Assignment -
Retype all the records with nothing changed.

--- Provided entries Enclosed Below ---

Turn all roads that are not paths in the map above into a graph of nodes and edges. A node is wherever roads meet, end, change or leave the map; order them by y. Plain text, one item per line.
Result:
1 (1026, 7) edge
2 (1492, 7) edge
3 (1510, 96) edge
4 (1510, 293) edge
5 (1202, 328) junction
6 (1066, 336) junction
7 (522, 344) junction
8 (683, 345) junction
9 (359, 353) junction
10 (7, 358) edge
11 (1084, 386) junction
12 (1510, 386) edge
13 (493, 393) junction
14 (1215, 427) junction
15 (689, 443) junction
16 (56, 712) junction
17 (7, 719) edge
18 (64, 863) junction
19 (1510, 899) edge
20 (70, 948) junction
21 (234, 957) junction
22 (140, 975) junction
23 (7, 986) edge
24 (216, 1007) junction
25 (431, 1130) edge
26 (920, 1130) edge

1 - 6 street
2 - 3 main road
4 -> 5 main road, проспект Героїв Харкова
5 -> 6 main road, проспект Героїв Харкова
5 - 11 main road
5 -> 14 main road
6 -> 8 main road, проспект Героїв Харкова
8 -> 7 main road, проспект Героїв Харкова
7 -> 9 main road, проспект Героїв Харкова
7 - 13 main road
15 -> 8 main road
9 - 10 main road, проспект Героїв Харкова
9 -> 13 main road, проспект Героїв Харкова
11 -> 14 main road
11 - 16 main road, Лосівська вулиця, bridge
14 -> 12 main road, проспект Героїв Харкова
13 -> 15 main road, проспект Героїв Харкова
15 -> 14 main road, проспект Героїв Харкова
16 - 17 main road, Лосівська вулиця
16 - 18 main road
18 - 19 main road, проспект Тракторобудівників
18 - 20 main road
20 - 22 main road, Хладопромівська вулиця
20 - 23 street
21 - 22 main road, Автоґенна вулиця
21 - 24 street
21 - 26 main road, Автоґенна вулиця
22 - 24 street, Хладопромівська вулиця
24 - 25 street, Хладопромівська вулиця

--- End of Enclosed Provided entries ---

Written solution -
Turn all roads that are not paths in the map above into a graph of nodes and edges. A node is wherever roads meet, end, change or leave the map; order them by y. Plain text, one item per line.
Result:
1 (1026, 7) edge
2 (1492, 7) edge
3 (1510, 96) edge
4 (1510, 293) edge
5 (1202, 328) junction
6 (1066, 336) junction
7 (522, 344) junction
8 (683, 345) junction
9 (359, 353) junction
10 (7, 358) edge
11 (1084, 386) junction
12 (1510, 386) edge
13 (493, 393) junction
14 (1215, 427) junction
15 (689, 443) junction
16 (56, 712) junction
17 (7, 719) edge
18 (64, 863) junction
19 (1510, 899) edge
20 (70, 948) junction
21 (234, 957) junction
22 (140, 975) junction
23 (7, 986) edge
24 (216, 1007) junction
25 (431, 1130) edge
26 (920, 1130) edge

1 - 6 street
2 - 3 main road
4 -> 5 main road, проспект Героїв Харкова
5 -> 6 main road, проспект Героїв Харкова
5 - 11 main road
5 -> 14 main road
6 -> 8 main road, проспект Героїв Харкова
8 -> 7 main road, проспект Героїв Харкова
7 -> 9 main road, проспект Героїв Харкова
7 - 13 main road
15 -> 8 main road
9 - 10 main road, проспект Героїв Харкова
9 -> 13 main road, проспект Героїв Харкова
11 -> 14 main road
11 - 16 main road, Лосівська вулиця, bridge
14 -> 12 main road, проспект Героїв Харкова
13 -> 15 main road, проспект Героїв Харкова
15 -> 14 main road, проспект Героїв Харкова
16 - 17 main road, Лосівська вулиця
16 - 18 main road
18 - 19 main road, проспект Тракторобудівників
18 - 20 main road
20 - 22 main road, Хладопромівська вулиця
20 - 23 street
21 - 22 main road, Автоґенна вулиця
21 - 24 street
21 - 26 main road, Автоґенна вулиця
22 - 24 street, Хладопромівська вулиця
24 - 25 street, Хладопромівська вулиця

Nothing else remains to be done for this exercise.